◆ **What is expected**: Look for "highway" in every line of the listing. Copy the lines that have it.

╭─ Exercise data

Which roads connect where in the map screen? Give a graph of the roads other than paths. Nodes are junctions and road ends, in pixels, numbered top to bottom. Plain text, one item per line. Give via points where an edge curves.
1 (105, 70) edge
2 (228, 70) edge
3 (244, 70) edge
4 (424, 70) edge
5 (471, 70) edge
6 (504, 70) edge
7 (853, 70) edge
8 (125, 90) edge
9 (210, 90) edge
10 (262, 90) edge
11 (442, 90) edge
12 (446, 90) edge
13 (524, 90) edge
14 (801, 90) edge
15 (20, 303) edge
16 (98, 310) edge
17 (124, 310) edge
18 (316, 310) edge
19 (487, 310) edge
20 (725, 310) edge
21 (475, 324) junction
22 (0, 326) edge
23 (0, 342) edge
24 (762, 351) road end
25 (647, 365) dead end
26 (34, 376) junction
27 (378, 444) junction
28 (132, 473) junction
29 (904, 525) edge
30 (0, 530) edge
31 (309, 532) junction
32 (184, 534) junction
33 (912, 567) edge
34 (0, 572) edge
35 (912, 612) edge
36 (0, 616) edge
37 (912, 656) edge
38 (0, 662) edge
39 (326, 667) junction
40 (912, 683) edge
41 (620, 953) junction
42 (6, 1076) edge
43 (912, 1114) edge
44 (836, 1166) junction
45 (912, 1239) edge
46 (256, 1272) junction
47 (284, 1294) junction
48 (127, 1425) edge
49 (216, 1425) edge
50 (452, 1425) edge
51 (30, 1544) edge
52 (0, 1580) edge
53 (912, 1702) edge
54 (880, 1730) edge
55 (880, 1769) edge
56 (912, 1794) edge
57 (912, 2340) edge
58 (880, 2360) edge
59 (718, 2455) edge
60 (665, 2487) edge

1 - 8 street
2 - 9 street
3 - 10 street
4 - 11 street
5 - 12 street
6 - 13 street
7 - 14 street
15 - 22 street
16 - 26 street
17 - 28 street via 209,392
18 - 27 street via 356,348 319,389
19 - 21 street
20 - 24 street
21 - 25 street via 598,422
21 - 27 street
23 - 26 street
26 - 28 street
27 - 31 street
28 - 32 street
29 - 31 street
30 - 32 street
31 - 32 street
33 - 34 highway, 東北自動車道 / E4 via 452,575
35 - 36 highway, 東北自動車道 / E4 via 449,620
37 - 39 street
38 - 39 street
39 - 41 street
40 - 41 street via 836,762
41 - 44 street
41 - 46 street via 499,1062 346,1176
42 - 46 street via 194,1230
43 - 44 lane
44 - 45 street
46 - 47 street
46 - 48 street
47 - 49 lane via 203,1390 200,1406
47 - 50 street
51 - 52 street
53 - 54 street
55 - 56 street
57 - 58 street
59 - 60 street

╰─
╭─ Exercise data

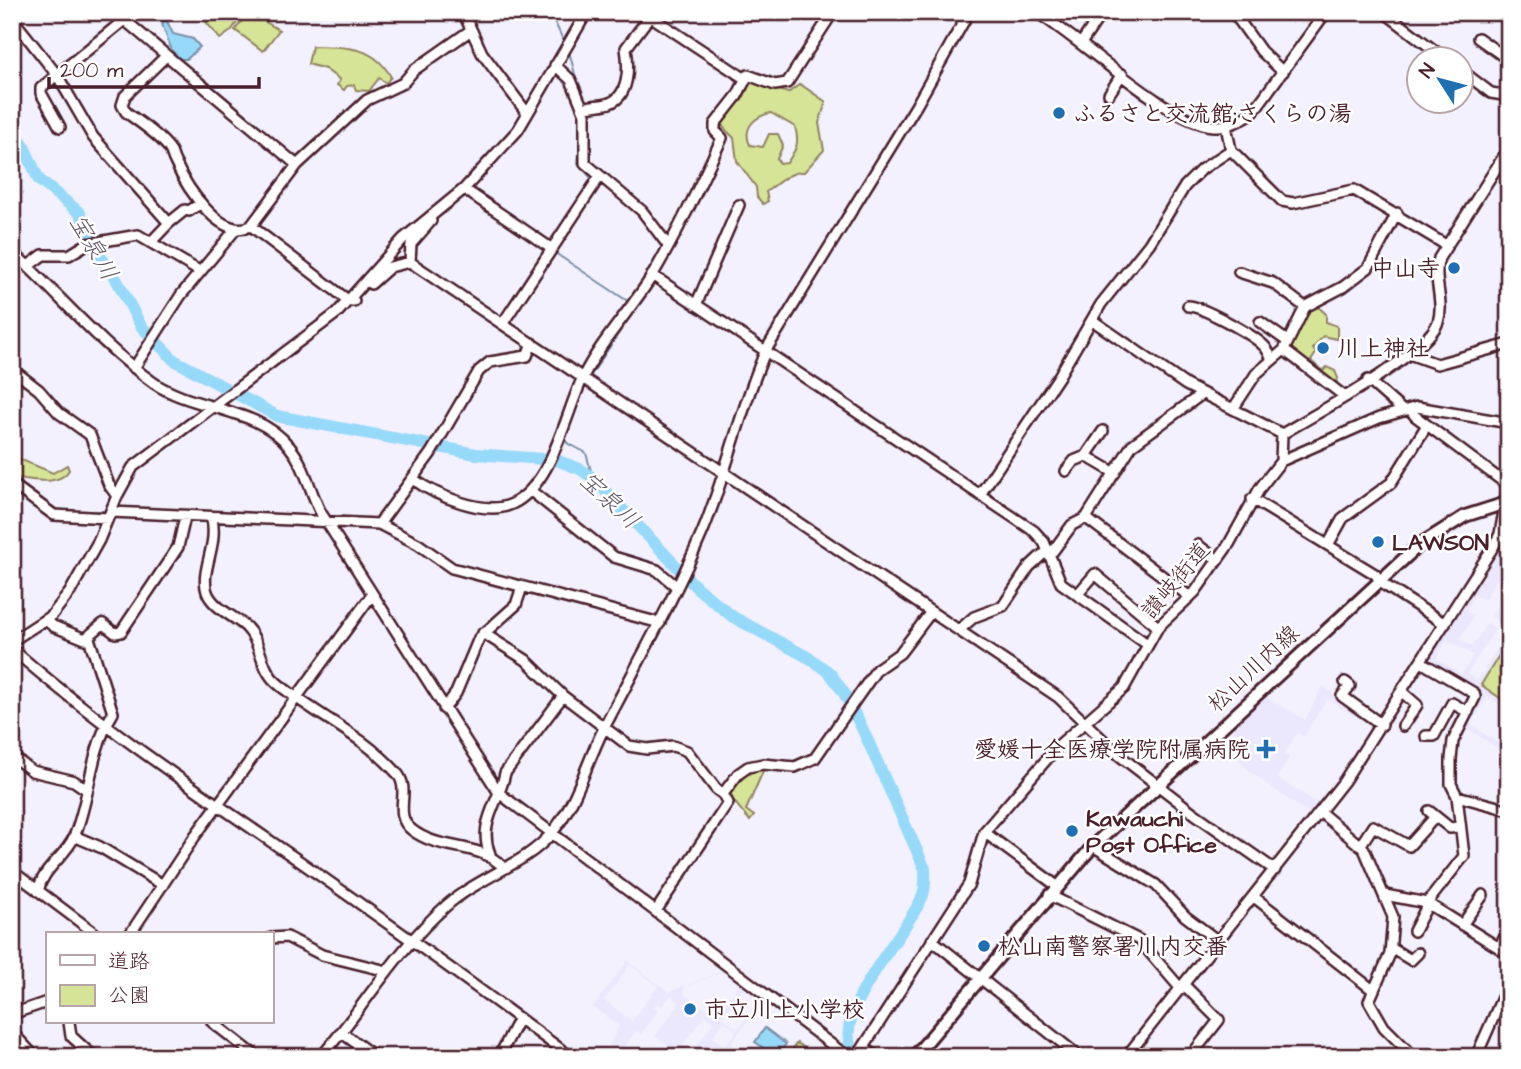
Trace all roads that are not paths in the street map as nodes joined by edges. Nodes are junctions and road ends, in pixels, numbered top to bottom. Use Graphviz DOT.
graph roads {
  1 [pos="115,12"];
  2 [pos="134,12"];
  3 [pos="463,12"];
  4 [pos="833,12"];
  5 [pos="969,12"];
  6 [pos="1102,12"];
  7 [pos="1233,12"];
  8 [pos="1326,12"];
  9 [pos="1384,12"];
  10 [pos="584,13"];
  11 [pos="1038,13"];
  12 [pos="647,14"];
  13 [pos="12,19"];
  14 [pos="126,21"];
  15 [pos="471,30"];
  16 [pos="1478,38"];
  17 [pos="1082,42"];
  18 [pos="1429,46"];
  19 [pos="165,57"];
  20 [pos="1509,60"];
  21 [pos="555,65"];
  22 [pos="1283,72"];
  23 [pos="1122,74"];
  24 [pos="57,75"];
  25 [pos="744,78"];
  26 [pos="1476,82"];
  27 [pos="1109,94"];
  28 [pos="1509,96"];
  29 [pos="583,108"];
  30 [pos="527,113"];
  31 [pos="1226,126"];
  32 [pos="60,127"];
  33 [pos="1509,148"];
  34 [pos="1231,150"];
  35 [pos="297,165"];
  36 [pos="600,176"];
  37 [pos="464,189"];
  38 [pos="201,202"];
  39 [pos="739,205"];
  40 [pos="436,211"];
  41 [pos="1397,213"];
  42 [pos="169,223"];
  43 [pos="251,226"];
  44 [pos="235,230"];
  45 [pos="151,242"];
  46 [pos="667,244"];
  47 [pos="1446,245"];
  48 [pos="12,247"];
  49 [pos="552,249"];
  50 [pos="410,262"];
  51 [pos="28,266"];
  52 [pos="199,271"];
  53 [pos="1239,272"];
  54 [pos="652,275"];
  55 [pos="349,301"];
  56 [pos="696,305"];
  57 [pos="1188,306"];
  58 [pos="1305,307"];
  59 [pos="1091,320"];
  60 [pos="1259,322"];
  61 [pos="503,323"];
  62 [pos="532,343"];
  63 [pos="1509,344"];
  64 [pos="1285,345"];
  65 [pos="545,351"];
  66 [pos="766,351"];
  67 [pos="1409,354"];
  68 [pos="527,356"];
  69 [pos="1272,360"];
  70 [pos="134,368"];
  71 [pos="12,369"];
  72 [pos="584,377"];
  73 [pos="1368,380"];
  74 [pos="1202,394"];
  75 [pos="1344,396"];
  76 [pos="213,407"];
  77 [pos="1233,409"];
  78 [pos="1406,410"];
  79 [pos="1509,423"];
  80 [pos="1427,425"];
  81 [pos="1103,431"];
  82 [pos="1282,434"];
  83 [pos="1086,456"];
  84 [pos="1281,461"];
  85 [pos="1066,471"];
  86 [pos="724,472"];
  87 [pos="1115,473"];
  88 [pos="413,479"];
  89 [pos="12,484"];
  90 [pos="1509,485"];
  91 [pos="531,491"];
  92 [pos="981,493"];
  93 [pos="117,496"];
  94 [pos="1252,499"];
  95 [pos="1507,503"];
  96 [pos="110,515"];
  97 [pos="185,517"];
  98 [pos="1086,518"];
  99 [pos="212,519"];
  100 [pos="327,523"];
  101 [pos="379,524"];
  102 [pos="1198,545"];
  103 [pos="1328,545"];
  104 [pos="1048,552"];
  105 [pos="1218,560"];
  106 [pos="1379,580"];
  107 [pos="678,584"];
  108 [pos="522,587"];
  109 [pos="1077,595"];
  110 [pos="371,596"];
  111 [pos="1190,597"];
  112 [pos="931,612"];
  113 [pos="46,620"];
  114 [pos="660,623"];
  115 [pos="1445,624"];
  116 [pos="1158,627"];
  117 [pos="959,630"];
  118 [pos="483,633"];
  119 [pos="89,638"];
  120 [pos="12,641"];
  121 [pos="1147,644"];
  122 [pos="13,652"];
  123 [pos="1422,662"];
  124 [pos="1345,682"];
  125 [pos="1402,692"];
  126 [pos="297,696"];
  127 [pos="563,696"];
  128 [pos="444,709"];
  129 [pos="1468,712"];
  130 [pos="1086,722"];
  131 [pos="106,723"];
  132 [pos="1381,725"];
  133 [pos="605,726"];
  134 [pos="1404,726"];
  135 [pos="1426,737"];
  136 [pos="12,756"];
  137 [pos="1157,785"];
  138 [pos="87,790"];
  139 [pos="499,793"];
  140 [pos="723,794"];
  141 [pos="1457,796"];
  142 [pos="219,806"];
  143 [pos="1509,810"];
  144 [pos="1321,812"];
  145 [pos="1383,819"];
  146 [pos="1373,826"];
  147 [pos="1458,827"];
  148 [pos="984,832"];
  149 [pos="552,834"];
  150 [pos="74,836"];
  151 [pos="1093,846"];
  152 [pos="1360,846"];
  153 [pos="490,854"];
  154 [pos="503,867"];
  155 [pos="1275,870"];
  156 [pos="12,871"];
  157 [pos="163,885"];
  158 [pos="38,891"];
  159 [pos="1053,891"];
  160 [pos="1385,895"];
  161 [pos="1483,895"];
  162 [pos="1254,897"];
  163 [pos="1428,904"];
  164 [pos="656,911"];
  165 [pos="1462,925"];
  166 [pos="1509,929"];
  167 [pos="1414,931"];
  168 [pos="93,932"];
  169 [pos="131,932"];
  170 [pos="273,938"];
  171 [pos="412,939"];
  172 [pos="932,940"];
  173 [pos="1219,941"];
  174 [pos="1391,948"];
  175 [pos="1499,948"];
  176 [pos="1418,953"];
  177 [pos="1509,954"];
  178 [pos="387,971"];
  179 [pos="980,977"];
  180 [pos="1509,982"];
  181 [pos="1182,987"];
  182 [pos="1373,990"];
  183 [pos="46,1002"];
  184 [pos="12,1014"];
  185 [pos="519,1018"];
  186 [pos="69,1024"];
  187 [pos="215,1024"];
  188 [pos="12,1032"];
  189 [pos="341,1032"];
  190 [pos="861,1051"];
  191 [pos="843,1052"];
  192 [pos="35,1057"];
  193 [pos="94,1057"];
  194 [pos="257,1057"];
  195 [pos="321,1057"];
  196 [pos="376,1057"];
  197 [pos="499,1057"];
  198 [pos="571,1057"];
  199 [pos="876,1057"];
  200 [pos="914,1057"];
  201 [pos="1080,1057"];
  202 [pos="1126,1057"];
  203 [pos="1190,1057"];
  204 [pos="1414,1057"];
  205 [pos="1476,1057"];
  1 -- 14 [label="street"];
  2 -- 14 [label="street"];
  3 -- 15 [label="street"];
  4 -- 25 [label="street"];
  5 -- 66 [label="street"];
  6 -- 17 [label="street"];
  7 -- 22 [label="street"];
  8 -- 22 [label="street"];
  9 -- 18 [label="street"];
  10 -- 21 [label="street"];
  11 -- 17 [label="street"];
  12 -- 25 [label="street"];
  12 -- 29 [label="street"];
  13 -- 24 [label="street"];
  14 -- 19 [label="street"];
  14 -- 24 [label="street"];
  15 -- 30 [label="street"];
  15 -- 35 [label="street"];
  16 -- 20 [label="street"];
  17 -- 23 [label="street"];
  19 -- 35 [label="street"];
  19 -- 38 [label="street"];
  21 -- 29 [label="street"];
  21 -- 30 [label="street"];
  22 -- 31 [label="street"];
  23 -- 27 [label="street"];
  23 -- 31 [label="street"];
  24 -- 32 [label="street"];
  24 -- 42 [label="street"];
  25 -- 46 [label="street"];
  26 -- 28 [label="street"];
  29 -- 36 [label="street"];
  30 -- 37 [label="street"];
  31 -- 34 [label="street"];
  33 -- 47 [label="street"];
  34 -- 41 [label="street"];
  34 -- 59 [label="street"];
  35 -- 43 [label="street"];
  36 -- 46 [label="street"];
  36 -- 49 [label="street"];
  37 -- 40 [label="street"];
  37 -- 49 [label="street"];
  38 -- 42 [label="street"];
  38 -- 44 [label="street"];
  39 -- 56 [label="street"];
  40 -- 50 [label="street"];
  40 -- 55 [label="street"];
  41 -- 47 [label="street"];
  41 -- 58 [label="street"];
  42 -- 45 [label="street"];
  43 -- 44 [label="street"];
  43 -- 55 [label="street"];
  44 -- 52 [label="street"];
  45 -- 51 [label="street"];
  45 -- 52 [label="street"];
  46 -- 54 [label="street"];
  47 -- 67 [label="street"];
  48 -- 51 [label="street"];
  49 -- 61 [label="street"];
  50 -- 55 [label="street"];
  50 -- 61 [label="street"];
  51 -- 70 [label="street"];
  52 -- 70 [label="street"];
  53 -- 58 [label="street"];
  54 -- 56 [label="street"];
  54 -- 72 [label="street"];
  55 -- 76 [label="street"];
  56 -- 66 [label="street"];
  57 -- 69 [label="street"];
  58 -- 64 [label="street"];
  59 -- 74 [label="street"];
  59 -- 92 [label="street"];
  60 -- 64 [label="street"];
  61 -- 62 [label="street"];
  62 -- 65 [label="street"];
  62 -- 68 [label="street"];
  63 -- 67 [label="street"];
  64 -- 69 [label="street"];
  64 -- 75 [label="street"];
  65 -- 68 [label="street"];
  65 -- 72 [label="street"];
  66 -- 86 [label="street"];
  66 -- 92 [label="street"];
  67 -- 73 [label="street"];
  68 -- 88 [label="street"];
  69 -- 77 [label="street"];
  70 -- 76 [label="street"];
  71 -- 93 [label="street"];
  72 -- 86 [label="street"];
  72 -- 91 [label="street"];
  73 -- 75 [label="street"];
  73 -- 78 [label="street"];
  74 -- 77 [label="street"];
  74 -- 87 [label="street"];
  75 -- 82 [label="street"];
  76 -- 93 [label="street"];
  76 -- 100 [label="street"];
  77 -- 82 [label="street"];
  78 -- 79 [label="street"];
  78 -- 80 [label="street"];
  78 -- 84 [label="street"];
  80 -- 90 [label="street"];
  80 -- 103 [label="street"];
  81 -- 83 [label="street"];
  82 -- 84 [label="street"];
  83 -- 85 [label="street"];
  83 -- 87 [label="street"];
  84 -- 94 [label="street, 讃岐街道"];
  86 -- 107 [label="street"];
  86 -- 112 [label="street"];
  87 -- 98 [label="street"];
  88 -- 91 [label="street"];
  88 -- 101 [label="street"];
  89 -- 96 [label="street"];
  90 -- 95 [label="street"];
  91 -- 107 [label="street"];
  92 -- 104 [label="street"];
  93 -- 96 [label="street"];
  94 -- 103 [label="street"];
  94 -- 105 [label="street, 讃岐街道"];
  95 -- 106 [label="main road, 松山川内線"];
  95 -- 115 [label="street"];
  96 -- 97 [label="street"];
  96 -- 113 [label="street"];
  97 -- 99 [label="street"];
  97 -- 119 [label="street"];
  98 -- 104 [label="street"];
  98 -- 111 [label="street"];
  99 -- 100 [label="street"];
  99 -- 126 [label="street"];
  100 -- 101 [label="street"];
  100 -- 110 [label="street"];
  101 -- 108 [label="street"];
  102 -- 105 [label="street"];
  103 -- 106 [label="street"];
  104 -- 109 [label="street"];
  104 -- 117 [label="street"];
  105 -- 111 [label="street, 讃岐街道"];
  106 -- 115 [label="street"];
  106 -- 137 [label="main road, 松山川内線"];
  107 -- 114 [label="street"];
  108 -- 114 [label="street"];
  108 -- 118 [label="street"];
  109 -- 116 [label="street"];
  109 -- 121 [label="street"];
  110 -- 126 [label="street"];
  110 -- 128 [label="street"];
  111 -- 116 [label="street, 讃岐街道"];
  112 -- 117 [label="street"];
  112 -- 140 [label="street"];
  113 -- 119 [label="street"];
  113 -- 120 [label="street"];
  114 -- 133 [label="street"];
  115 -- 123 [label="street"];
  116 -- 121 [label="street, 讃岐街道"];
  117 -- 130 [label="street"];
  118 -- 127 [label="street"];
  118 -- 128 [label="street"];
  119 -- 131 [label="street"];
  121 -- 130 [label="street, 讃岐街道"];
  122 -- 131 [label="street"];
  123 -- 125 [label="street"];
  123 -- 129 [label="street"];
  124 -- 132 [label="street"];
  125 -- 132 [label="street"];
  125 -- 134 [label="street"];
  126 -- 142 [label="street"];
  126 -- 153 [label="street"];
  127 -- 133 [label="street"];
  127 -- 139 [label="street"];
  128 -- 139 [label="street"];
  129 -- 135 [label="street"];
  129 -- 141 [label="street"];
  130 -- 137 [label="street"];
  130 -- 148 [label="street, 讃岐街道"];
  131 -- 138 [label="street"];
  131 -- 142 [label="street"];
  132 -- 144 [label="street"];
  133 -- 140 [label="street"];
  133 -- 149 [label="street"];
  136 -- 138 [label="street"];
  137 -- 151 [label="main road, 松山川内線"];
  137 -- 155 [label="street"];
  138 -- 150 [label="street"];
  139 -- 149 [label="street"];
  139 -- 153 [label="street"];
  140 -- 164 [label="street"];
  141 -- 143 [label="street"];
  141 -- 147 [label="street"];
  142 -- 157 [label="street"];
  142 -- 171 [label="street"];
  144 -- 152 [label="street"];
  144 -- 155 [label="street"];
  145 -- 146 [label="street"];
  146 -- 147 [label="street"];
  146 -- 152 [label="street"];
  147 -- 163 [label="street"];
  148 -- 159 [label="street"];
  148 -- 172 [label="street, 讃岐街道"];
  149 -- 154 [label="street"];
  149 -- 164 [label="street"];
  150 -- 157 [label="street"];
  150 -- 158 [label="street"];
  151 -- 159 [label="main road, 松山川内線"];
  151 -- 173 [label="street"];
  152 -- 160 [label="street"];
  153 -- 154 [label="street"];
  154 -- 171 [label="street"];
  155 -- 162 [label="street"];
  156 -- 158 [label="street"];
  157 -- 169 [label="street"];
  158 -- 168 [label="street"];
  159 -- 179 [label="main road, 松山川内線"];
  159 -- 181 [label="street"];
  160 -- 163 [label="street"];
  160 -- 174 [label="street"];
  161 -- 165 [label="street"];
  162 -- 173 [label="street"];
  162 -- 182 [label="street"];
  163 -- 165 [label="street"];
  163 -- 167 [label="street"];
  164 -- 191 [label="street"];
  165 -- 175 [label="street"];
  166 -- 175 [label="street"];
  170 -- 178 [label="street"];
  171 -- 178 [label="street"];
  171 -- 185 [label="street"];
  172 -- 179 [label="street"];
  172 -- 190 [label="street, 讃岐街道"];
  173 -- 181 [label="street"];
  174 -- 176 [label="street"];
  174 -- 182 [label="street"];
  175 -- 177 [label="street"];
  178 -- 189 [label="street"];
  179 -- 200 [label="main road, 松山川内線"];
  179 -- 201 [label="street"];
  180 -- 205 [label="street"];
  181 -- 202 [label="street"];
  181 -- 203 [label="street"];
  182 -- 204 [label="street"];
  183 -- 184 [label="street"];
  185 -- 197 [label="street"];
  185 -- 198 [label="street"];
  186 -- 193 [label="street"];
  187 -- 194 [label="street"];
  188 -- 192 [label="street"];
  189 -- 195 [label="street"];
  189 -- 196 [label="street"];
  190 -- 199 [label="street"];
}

╰─

◆ **Reply to the task**:
33 - 34 highway, 東北自動車道 / E4 via 452,575
35 - 36 highway, 東北自動車道 / E4 via 449,620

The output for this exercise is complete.